The majority of the interaction between teachers and students taking place during this lockdown is asynchronous—meaning they are not working together at the same time. Now, that is a term I learned when I enlisted for a Massive Online Open Course (MOOC) a couple of years back, and had my first experience of distance learning alongside a class of thousands, learning about virtual instruction itself. There were some pre-recorded videos with questions, but the majority of assignments were text-based, well referenced online, and we marked each others’ work…all asynchronously. There is certainly a place in distance learning for live conversation, question and answer, and collaboration between learners. Indeed, I spoke with one student recently who told me that it just wasn’t possible for them to learn new concepts at A level without being ‘taught’ by someone. But in terms of workload for both students and teachers, pace of learning, access to technology, and even safeguarding, the best route into the new world of distance learning may be through a largely asynchronous pedagogy. This has important implications for the retention of teachers that I feel we must start to explore more seriously.

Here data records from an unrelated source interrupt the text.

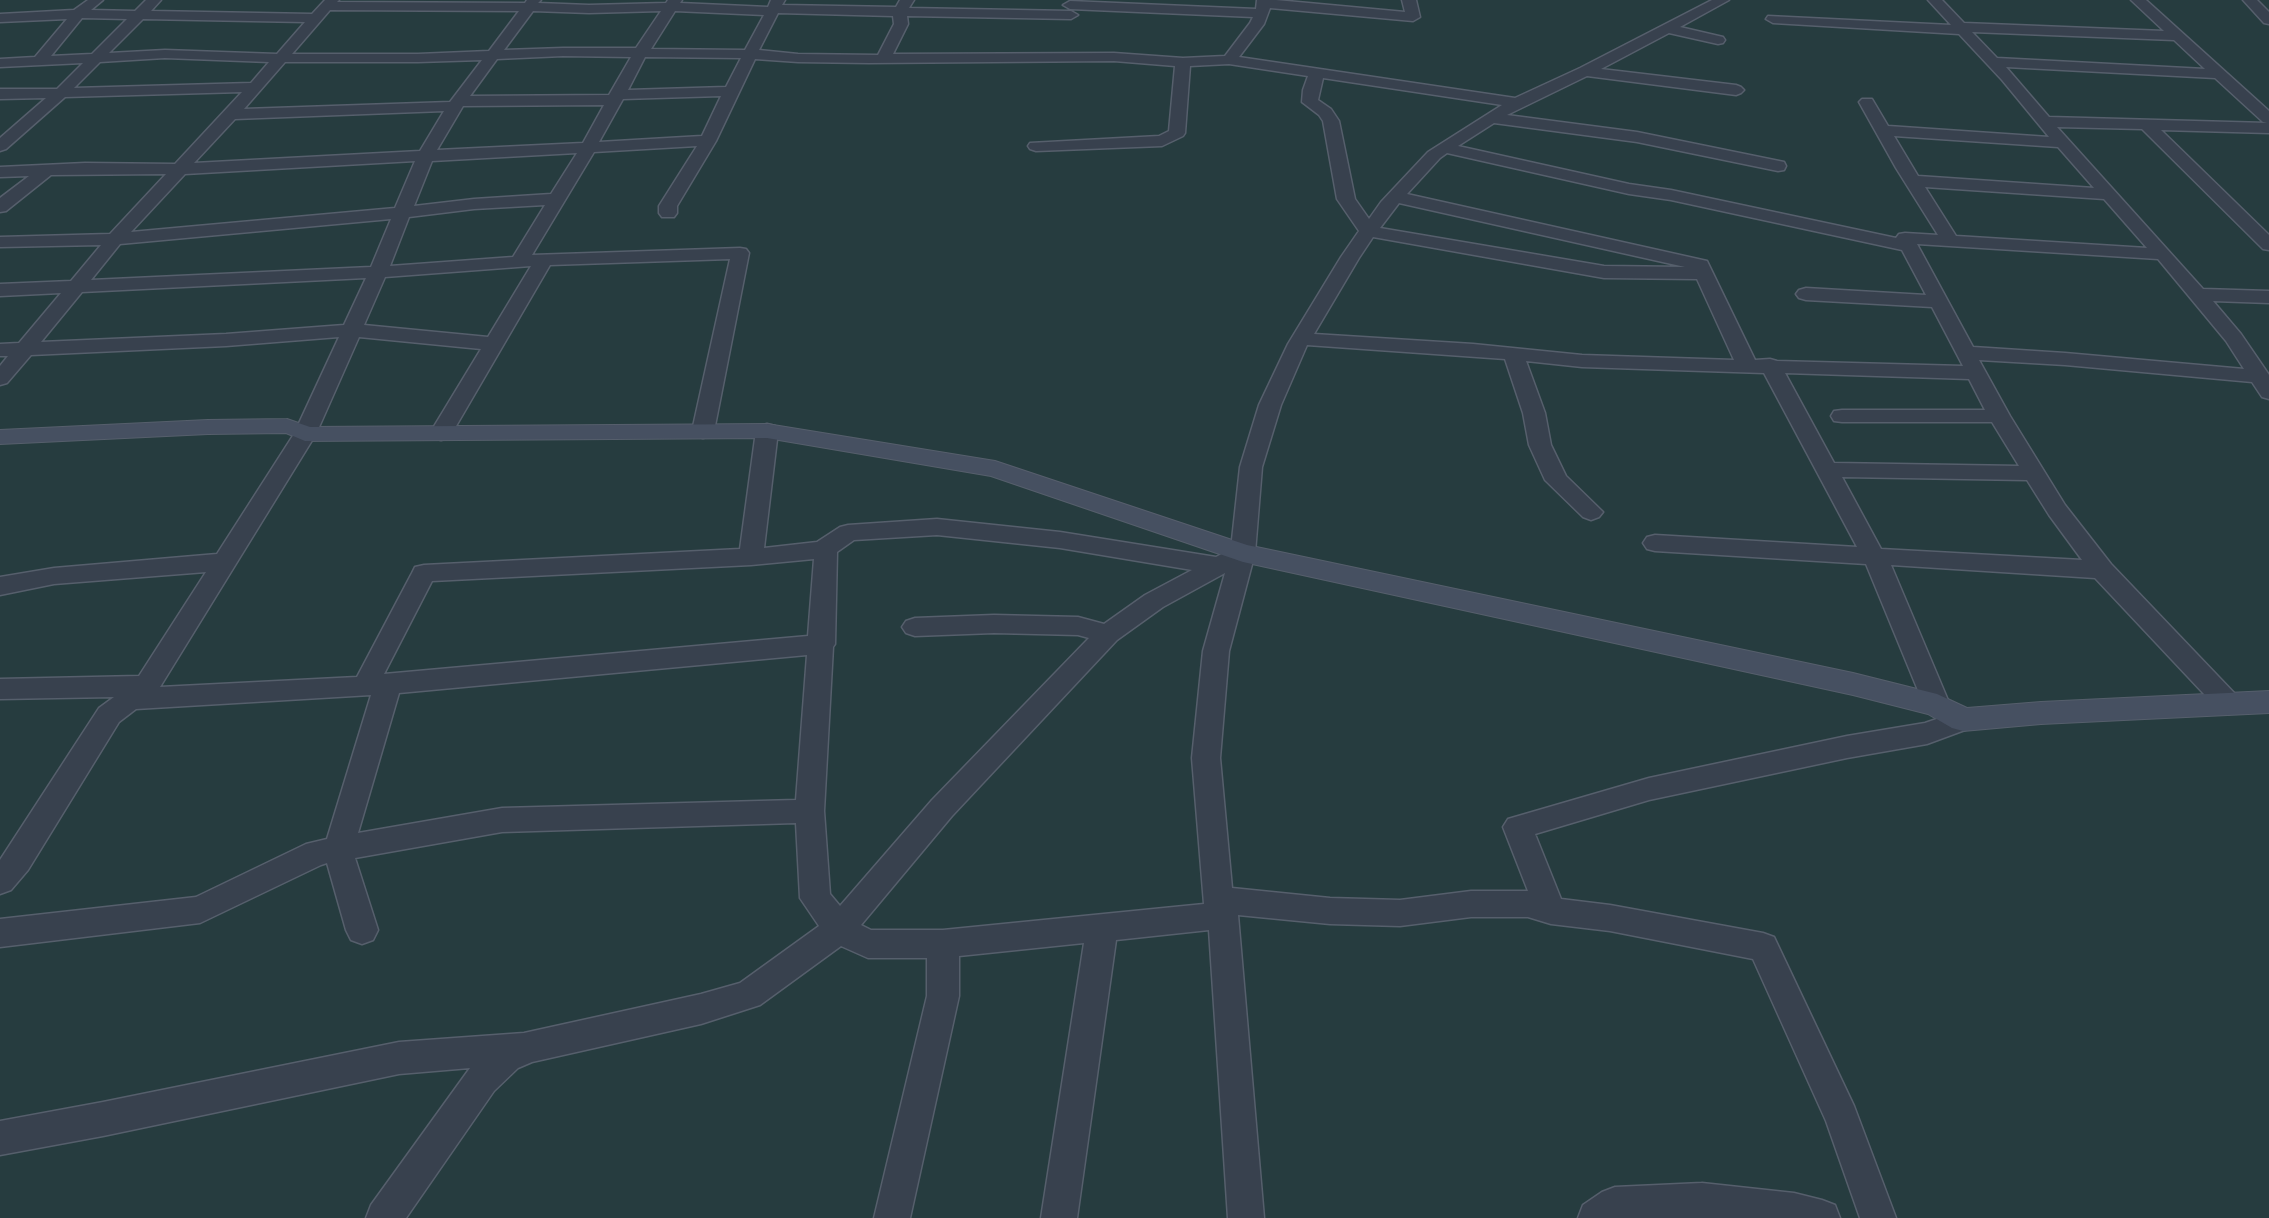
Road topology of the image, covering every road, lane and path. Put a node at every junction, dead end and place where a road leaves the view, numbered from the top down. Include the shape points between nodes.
1 (96, 0) edge
2 (154, 0) edge
3 (1409, 0) edge
4 (1722, 0) edge
5 (1935, 0) edge
6 (2138, 0) edge
7 (2250, 0) edge
8 (530, 3) edge
9 (673, 3) edge
10 (1264, 5) edge
11 (904, 6) edge
12 (774, 7) edge
13 (1070, 7) edge
14 (325, 8) edge
15 (78, 14) junction
16 (140, 14) junction
17 (0, 18) edge
18 (1773, 19) dead end
19 (2269, 20) edge
20 (1666, 28) junction
21 (1962, 28) junction
22 (1069, 32) dead end
23 (2177, 36) junction
24 (1718, 40) dead end
25 (493, 54) junction
26 (640, 54) junction
27 (750, 54) junction
28 (96, 56) junction
29 (279, 58) junction
30 (882, 59) junction
31 (39, 60) junction
32 (1229, 60) junction
33 (1183, 62) junction
34 (1993, 62) junction
35 (0, 63) edge
36 (1585, 71) junction
37 (1317, 73) junction
38 (2218, 74) junction
39 (256, 86) junction
40 (1736, 90) dead end
41 (731, 91) junction
42 (61, 93) junction
43 (0, 94) edge
44 (614, 98) junction
45 (1867, 102) dead end
46 (457, 103) junction
47 (1517, 103) junction
48 (231, 114) junction
49 (1491, 118) junction
50 (2269, 119) edge
51 (2044, 122) junction
52 (2148, 126) junction
53 (2269, 128) edge
54 (1883, 130) junction
55 (708, 141) junction
56 (2063, 143) junction
57 (0, 146) edge
58 (589, 146) junction
59 (1036, 146) dead end
60 (1445, 148) junction
61 (426, 154) junction
62 (1778, 166) dead end
63 (180, 169) junction
64 (46, 170) junction
65 (0, 172) edge
66 (1913, 181) junction
67 (2110, 194) junction
68 (1395, 197) junction
69 (556, 199) junction
70 (0, 207) edge
71 (403, 213) junction
72 (668, 213) dead end
73 (1368, 231) junction
74 (115, 239) junction
75 (1950, 240) junction
76 (0, 242) edge
77 (2268, 244) edge
78 (1909, 246) junction
79 (2163, 254) junction
80 (544, 260) junction
81 (519, 262) junction
82 (378, 272) junction
83 (1704, 273) junction
84 (73, 288) junction
85 (0, 290) edge
86 (1806, 294) dead end
87 (2198, 295) junction
88 (2269, 297) edge
89 (1939, 302) junction
90 (352, 330) junction
91 (1302, 339) junction
92 (494, 344) junction
93 (26, 349) junction
94 (0, 350) edge
95 (1966, 353) junction
96 (1513, 354) junction
97 (1759, 365) junction
98 (1976, 373) junction
99 (0, 379) edge
100 (2264, 385) edge
101 (1842, 416) dead end
102 (1999, 416) junction
103 (703, 431) junction
104 (768, 431) junction
105 (441, 433) junction
106 (305, 434) junction
107 (0, 437) edge
108 (1826, 470) junction
109 (2034, 473) junction
110 (1591, 512) dead end
111 (1655, 542) dead end
112 (823, 550) junction
113 (751, 556) junction
114 (1874, 556) junction
115 (1231, 560) junction
116 (225, 562) junction
117 (2102, 570) junction
118 (0, 586) edge
119 (915, 627) dead end
120 (1108, 634) junction
121 (822, 644) junction
122 (377, 685) junction
123 (0, 688) edge
124 (138, 693) junction
125 (2269, 702) edge
126 (2229, 704) junction
127 (1936, 705) junction
128 (1963, 720) junction
129 (810, 811) junction
130 (338, 850) junction
131 (0, 881) edge
132 (1220, 907) junction
133 (1551, 911) junction
134 (1102, 928) junction
135 (839, 929) junction
136 (362, 930) dead end
137 (0, 933) edge
138 (943, 944) junction
139 (529, 1047) junction
140 (0, 1138) edge
141 (384, 1218) edge
142 (892, 1218) edge
143 (1058, 1218) edge
144 (1246, 1218) edge
145 (1596, 1218) edge
146 (1822, 1218) edge
147 (1878, 1218) edge

1 - 15 street
2 - 16 street
3 - 10 street via 1413,17
4 - 20 street
5 - 21 street
6 - 23 street
7 - 19 street
8 - 9 street via 589,9
8 - 14 street
8 - 25 street
9 - 12 street
9 - 26 street
10 - 13 street
10 - 32 street via 1257,24
11 - 12 street
11 - 13 street
11 - 30 street via 901,24
12 - 27 street
13 - 22 street
14 - 16 street
14 - 29 street
15 - 16 street
15 - 17 street
15 - 31 street
16 - 28 street
18 - 21 street
20 - 24 street
20 - 36 street
21 - 23 street
21 - 34 street
23 - 38 street
25 - 26 street
25 - 29 street via 418,58
25 - 46 street
26 - 27 street
26 - 44 street
27 - 30 street
27 - 41 street
28 - 29 street via 165,54
28 - 31 street
28 - 42 street
29 - 39 street
30 - 33 street via 1060,52
31 - 35 street
32 - 33 street
32 - 37 street
33 - 59 street via 1177,133 1162,140
34 - 38 street
34 - 51 street
36 - 40 street
36 - 47 street
37 - 47 street
37 - 73 street via 1310,102 1332,121 1346,199
38 - 50 street
39 - 42 street
39 - 48 street
41 - 44 street
41 - 55 street
42 - 43 street
42 - 57 street
44 - 46 street
44 - 58 street
45 - 54 street
46 - 48 street
46 - 61 street
47 - 49 street
48 - 63 street
49 - 60 street
49 - 62 street via 1637,137
51 - 52 street
51 - 56 street
52 - 53 street
52 - 77 street
54 - 56 street
54 - 66 street
55 - 58 street
55 - 72 street via 668,206
56 - 67 street
58 - 61 street
58 - 69 street
60 - 68 street via 1434,155
60 - 78 street
61 - 63 street
61 - 71 street
63 - 64 street
63 - 74 street
64 - 65 street
64 - 70 street
66 - 67 street
66 - 75 street
67 - 79 street
68 - 73 street
68 - 83 street via 1700,265
69 - 71 street
69 - 81 street
71 - 74 street
71 - 82 street
73 - 83 street via 1604,272
73 - 91 street
74 - 76 street
74 - 84 street
75 - 78 street via 1905,238
75 - 79 street
78 - 89 street
79 - 87 street
80 - 81 street
80 - 92 street
80 - 103 street via 740,254
81 - 82 street
82 - 84 street
82 - 90 street
83 - 97 street
84 - 85 street
84 - 93 street
86 - 89 street
87 - 88 street
87 - 100 street via 2234,338
89 - 95 street
90 - 92 street
90 - 93 street via 226,340
90 - 106 street
91 - 96 street
91 - 115 street via 1270,405 1251,467
92 - 105 street
93 - 94 street
93 - 99 street
95 - 98 street
95 - 100 street via 2065,359
96 - 97 street via 1582,361
96 - 110 street via 1534,413 1540,445 1556,480
97 - 98 street
97 - 108 street
98 - 102 street
101 - 102 street
102 - 109 street
103 - 104 street
103 - 105 street
104 - 113 street
104 - 115 street via 995,469
105 - 106 street
106 - 107 street via 287,426 267,426
106 - 116 street
108 - 109 street
108 - 114 street
109 - 117 street
111 - 114 street
112 - 113 street
112 - 115 street via 848,533 937,528
112 - 121 street via 826,553
113 - 122 street via 424,572
114 - 117 street
114 - 127 street
115 - 120 street via 1154,601
115 - 127 street via 1853,684
115 - 132 street via 1216,651 1206,758
116 - 118 street via 54,576
116 - 124 street
117 - 126 street
119 - 120 street via 994,624 1078,626
120 - 135 street via 942,808
121 - 122 street
121 - 129 street
122 - 124 street
122 - 130 street
123 - 124 street
124 - 131 street via 109,715 17,861
125 - 126 street
126 - 128 street
127 - 128 street
128 - 133 street via 1927,733 1648,789 1518,827
129 - 130 street via 502,820
129 - 135 street via 815,898
130 - 136 street
130 - 137 street via 316,853 200,910
132 - 133 street via 1400,913 1471,904 1528,904
132 - 134 street
132 - 144 street
133 - 147 street via 1610,918 1763,947 1842,1118
134 - 138 street
134 - 143 street
135 - 138 street via 868,944
135 - 139 street via 749,995 701,1009
138 - 142 street via 943,996
139 - 140 street via 399,1058 113,1118
139 - 141 street via 506,1057 482,1079
145 - 146 street via 1615,1205 1702,1201 1794,1211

Like many teachers, in a school already equipped with Office 365, I have discovered much more about Microsoft Teams over the past few weeks. I previously used Teams most when working with colleagues across different schools, sometimes to communicate with my classes, and a little for sharing tasks with students visiting the school. For many, Teams has become the go-to tool in recent weeks. There are some great features within the education version of Teams, which allow resources to be shared, assignments to be set and submitted, and collaboration encouraged. Each class becomes a Team within the app and from there it is very straightforward to share all manner of resources or schedule and stream virtual lessons through the Meetings feature. And just as simple to record a meeting and share the video with the class to watch in their own time, asynchronously. In addition, there are a range of apps that may be added to Teams through the Teams App Store. Beedle Planning, https://beedle.co/ for example—an app I have been helping to develop—facilitates intuitive planning for teachers, allowing lesson plans and resources to be made available to both staff and students from a shared calendar.
Whatever solution you have found works for you and your students, I hope you agree that much of the technology that we have discovered and the skills we have acquired will profoundly affect our future practice and that when we are back in our buildings with our students and colleagues we will continue to employ our new skills to the benefit of all.